Hague defends outside interests - News in brief - Evening Standard
       

Hague defends outside interests

Shadow foreign secretary William Hague has defended his work outside Parliament, claiming that political life was improved by MPs having interests outside politics.

Mr Hague dismissed reports that he led a revolt of shadow cabinet members against a demand from leader David Cameron for them to give up their outside interests, insisting that no such request had been made.

But he said he had given up some external work since returning to the Conservative front benches and would "run down" his non-political activities as the General Election gets nearer.

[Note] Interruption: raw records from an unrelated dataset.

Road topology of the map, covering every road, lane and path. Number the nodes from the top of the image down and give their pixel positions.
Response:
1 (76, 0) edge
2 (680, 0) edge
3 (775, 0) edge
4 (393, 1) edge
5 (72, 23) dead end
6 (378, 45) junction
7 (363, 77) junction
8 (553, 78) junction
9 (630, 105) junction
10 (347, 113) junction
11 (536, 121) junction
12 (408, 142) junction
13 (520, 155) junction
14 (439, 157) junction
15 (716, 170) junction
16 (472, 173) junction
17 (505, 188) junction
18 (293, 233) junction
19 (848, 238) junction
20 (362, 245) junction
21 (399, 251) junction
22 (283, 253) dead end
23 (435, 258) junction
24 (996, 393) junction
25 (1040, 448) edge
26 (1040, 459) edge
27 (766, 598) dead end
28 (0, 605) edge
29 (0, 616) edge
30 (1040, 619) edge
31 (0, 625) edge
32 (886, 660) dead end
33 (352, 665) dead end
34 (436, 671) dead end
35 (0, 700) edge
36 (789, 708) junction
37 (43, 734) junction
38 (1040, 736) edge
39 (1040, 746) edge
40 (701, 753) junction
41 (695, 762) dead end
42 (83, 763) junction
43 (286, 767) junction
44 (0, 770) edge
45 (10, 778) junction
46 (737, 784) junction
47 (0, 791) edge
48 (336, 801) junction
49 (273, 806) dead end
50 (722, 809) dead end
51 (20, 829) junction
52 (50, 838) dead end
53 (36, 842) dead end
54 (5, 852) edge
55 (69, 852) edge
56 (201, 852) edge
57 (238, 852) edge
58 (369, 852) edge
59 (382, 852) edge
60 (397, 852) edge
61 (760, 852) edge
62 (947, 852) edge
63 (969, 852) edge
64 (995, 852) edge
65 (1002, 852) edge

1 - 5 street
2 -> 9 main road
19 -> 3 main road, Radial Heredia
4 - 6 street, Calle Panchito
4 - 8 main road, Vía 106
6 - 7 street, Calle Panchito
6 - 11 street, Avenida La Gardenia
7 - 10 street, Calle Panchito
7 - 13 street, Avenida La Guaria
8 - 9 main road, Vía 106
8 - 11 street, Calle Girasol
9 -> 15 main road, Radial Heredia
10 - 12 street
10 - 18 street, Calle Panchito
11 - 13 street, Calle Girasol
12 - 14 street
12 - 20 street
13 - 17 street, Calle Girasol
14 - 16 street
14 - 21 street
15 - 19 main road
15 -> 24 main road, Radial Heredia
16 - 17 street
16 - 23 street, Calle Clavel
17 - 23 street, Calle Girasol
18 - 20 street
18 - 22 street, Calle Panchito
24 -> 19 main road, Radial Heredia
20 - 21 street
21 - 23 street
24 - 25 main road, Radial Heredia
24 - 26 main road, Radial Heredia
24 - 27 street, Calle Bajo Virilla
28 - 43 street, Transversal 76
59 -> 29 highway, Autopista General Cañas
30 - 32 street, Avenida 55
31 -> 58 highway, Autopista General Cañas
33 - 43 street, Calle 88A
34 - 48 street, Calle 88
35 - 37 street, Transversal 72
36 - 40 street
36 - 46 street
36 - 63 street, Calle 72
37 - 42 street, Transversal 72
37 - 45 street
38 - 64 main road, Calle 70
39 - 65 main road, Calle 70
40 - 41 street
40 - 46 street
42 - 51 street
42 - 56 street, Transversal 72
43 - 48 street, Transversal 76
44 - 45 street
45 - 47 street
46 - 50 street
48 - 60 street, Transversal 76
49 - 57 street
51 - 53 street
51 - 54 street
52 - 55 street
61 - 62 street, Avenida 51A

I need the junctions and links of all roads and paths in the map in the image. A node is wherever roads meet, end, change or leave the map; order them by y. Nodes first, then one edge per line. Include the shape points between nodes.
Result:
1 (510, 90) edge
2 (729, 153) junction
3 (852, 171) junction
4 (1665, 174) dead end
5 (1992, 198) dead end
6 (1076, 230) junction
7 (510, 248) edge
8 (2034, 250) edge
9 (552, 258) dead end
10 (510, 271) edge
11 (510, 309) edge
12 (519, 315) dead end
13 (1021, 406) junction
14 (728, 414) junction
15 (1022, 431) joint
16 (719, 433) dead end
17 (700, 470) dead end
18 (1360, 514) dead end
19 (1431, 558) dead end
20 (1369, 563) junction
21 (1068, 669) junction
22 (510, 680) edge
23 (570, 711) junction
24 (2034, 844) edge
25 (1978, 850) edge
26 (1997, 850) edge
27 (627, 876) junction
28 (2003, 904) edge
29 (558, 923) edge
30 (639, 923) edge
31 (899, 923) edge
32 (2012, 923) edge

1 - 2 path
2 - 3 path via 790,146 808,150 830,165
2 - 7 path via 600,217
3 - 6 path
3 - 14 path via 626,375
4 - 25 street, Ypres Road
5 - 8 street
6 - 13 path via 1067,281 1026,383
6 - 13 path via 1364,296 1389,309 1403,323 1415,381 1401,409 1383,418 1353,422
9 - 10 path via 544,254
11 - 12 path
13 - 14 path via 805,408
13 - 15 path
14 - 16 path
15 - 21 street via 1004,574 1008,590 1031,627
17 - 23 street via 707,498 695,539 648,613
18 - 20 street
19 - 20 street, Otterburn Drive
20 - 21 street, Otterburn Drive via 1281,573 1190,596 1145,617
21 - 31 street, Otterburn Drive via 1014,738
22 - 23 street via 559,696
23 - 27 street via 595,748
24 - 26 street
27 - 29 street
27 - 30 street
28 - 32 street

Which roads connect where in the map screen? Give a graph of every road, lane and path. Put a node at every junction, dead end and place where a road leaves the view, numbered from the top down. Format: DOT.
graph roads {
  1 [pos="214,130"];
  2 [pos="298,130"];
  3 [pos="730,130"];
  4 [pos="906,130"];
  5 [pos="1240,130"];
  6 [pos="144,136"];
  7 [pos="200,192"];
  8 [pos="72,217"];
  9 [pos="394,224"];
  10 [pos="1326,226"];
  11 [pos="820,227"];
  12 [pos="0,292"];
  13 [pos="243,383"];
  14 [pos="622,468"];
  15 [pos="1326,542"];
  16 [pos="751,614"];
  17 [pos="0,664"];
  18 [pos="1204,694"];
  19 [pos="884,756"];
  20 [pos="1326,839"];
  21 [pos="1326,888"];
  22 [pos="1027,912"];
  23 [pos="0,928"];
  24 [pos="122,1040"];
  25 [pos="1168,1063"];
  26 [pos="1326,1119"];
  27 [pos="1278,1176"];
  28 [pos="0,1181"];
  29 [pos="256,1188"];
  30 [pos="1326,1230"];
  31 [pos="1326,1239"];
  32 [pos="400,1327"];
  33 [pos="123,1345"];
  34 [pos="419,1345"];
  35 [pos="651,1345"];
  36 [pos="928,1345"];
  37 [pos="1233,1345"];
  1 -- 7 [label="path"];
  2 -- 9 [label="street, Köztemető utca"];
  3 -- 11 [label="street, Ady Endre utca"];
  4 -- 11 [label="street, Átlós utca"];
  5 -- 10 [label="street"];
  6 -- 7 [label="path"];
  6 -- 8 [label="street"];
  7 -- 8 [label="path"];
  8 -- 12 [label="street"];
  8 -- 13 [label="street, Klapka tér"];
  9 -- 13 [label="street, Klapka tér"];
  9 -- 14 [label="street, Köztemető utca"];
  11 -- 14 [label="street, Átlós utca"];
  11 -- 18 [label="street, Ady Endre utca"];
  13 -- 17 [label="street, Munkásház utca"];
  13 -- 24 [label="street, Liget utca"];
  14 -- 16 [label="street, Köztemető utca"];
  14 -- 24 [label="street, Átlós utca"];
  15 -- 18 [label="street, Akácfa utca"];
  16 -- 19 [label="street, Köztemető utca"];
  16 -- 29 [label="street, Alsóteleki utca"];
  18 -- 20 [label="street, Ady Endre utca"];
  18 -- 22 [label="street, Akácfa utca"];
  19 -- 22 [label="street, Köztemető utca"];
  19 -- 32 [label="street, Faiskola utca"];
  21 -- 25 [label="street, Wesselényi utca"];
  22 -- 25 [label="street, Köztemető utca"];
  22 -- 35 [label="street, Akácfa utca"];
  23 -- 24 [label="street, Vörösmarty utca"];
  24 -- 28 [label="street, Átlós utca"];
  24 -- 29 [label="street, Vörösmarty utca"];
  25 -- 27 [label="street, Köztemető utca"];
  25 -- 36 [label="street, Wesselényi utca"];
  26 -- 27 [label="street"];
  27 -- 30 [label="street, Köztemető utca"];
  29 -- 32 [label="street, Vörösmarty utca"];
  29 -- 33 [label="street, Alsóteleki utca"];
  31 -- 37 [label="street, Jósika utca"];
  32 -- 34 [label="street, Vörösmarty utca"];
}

Mr Hague has long been one of the House of Commons' highest-earning MPs, in demand for speaking engagements bringing in £10,000 or more a time. The latest Register of MPs' Interests lists paid employment worth at least £230,000, including two directorships, advice to three companies and a string of speeches.

But he told BBC Radio 4's World at One: "I take what you might regard as an old-fashioned view but I think is still the correct view, that actually you can gain in your effectiveness as a politician from a wide acquaintance with the world and from a degree of independence that having some outside interests gives.

"That is my personal view, and I think it has made me a better politician having these interests than I was before."

Mr Hague, who has written books on Prime Minister William Pitt and anti-slavery campaigner William Wilberforce while serving as MP for Richmond, dismissed as "rubbish" accusations that he and other shadow cabinet ministers were less effective in their work for the party because they do not devote themselves to it 100% of the time.

"I have written books on history, on Pitt and Wilberforce. I think it is a net gain to politics for some of us to have interests of that kind and I think it has been a net gain to British politics over a very long period for politicians to have some of these sorts of interests."

He dismissed claims that Mr Cameron was facing a revolt from shadow cabinet members who do not want to give up outside interests as "complete nonsense".

"There has been no such revolt because there has been no such proposal," said Mr Hague. "I have never had any such discussion with him, because he knows that I work more than full-time on politics and so do my colleagues in the shadow cabinet."